### WHAT TO WORK ON:
Please restate the data that follows word for word, with the pictures left out.

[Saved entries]
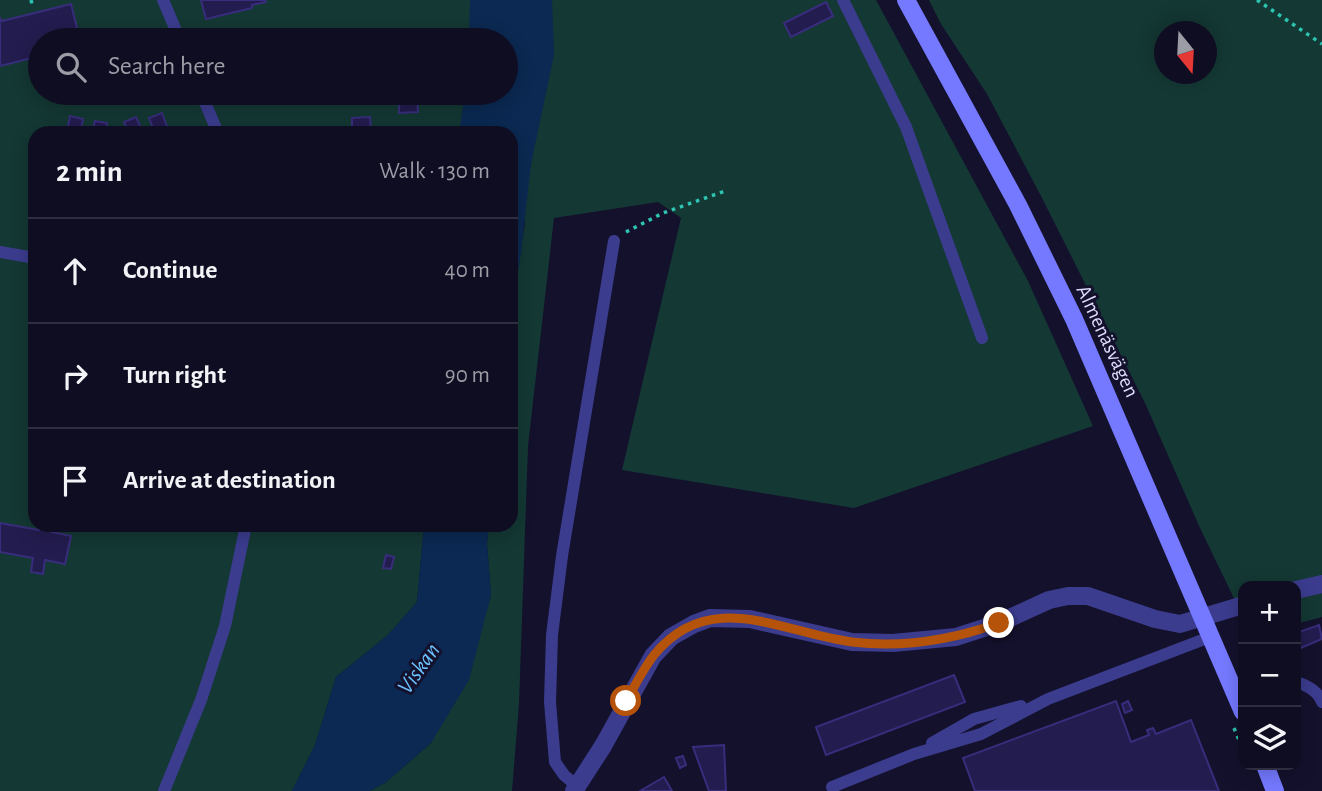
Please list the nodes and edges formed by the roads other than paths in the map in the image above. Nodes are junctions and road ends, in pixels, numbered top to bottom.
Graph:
1 (163, 0) edge
2 (843, 0) edge
3 (906, 0) edge
4 (175, 28) edge
5 (206, 105) edge
6 (215, 126) edge
7 (614, 241) road end
8 (0, 252) edge
9 (28, 257) edge
10 (982, 338) dead end
11 (245, 532) edge
12 (1322, 584) edge
13 (1301, 589) edge
14 (1238, 607) edge
15 (1202, 619) junction
16 (1210, 637) junction
17 (1301, 683) edge
18 (1238, 690) edge
19 (1322, 702) edge
20 (1267, 770) edge
21 (832, 787) dead end
22 (576, 789) edge
23 (164, 791) edge
24 (1275, 791) edge

1 - 4 lane
2 - 10 lane
3 - 15 street, Almenäsvägen
5 - 6 lane
7 - 22 lane
8 - 9 lane
11 - 23 lane
12 - 13 street
14 - 15 street
15 - 16 street, Almenäsvägen
15 - 22 street
16 - 18 street, Almenäsvägen
16 - 21 lane
17 - 19 lane
20 - 24 street

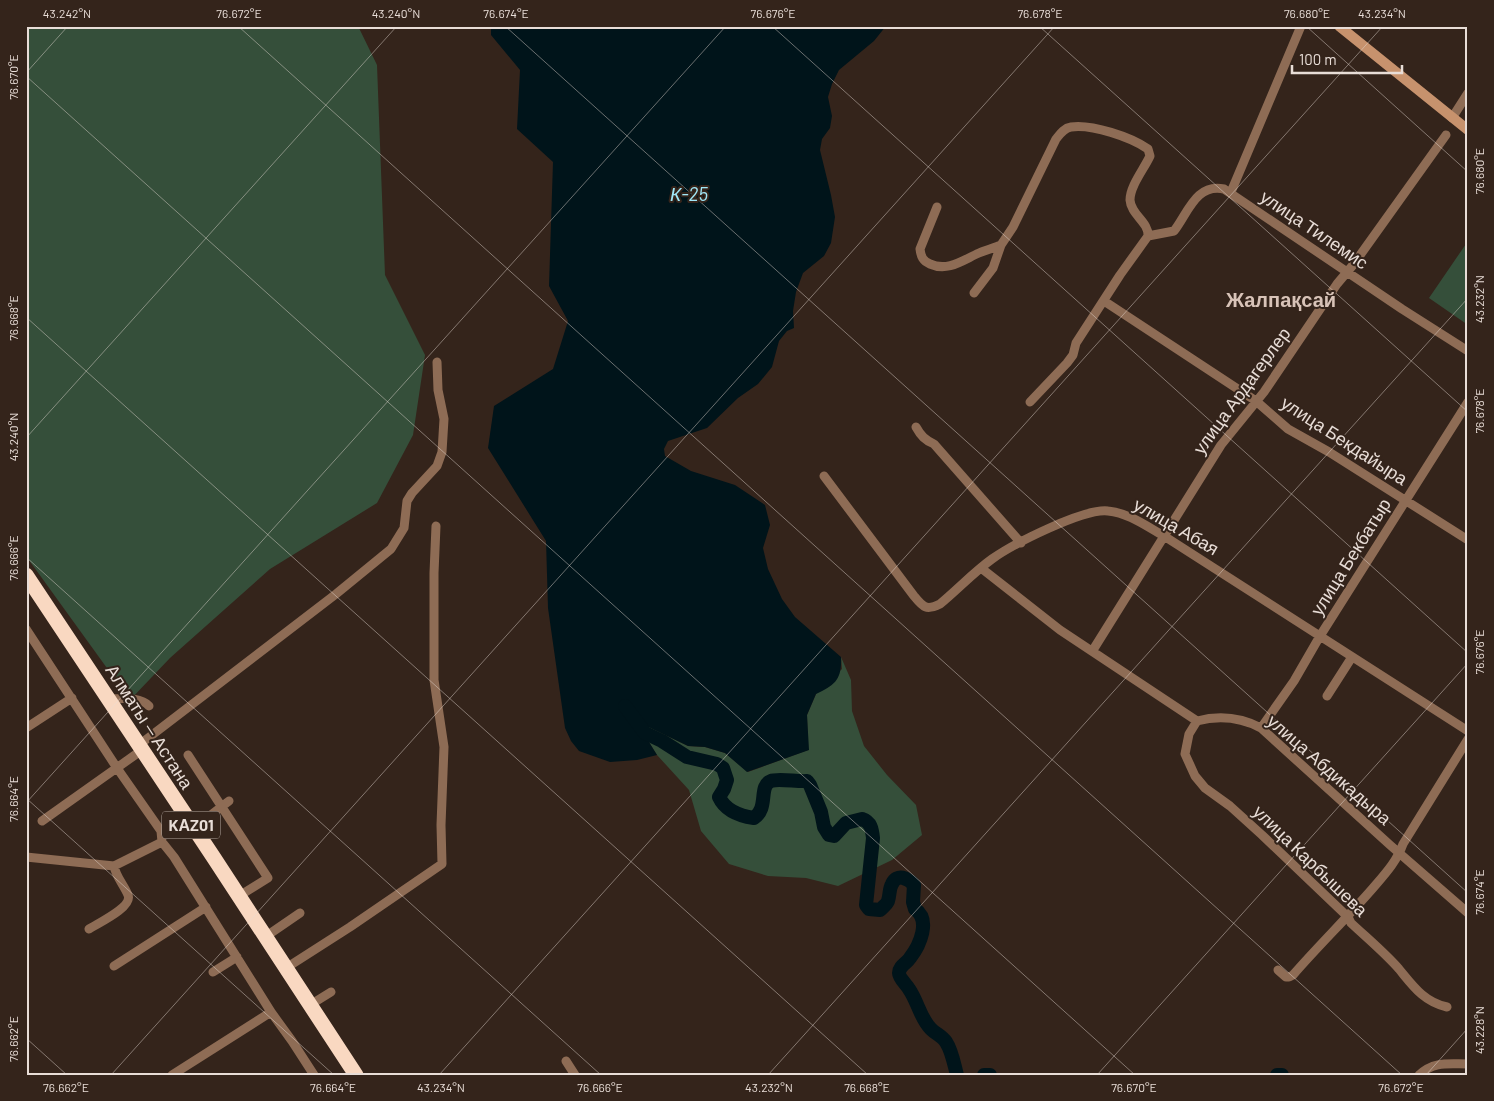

### TASK SOLUTION:
Please list the nodes and edges formed by the roads other than paths in the map in the image above. Nodes are junctions and road ends, in pixels, numbered top to bottom.
Graph:
1 (163, 0) edge
2 (843, 0) edge
3 (906, 0) edge
4 (175, 28) edge
5 (206, 105) edge
6 (215, 126) edge
7 (614, 241) road end
8 (0, 252) edge
9 (28, 257) edge
10 (982, 338) dead end
11 (245, 532) edge
12 (1322, 584) edge
13 (1301, 589) edge
14 (1238, 607) edge
15 (1202, 619) junction
16 (1210, 637) junction
17 (1301, 683) edge
18 (1238, 690) edge
19 (1322, 702) edge
20 (1267, 770) edge
21 (832, 787) dead end
22 (576, 789) edge
23 (164, 791) edge
24 (1275, 791) edge

1 - 4 lane
2 - 10 lane
3 - 15 street, Almenäsvägen
5 - 6 lane
7 - 22 lane
8 - 9 lane
11 - 23 lane
12 - 13 street
14 - 15 street
15 - 16 street, Almenäsvägen
15 - 22 street
16 - 18 street, Almenäsvägen
16 - 21 lane
17 - 19 lane
20 - 24 street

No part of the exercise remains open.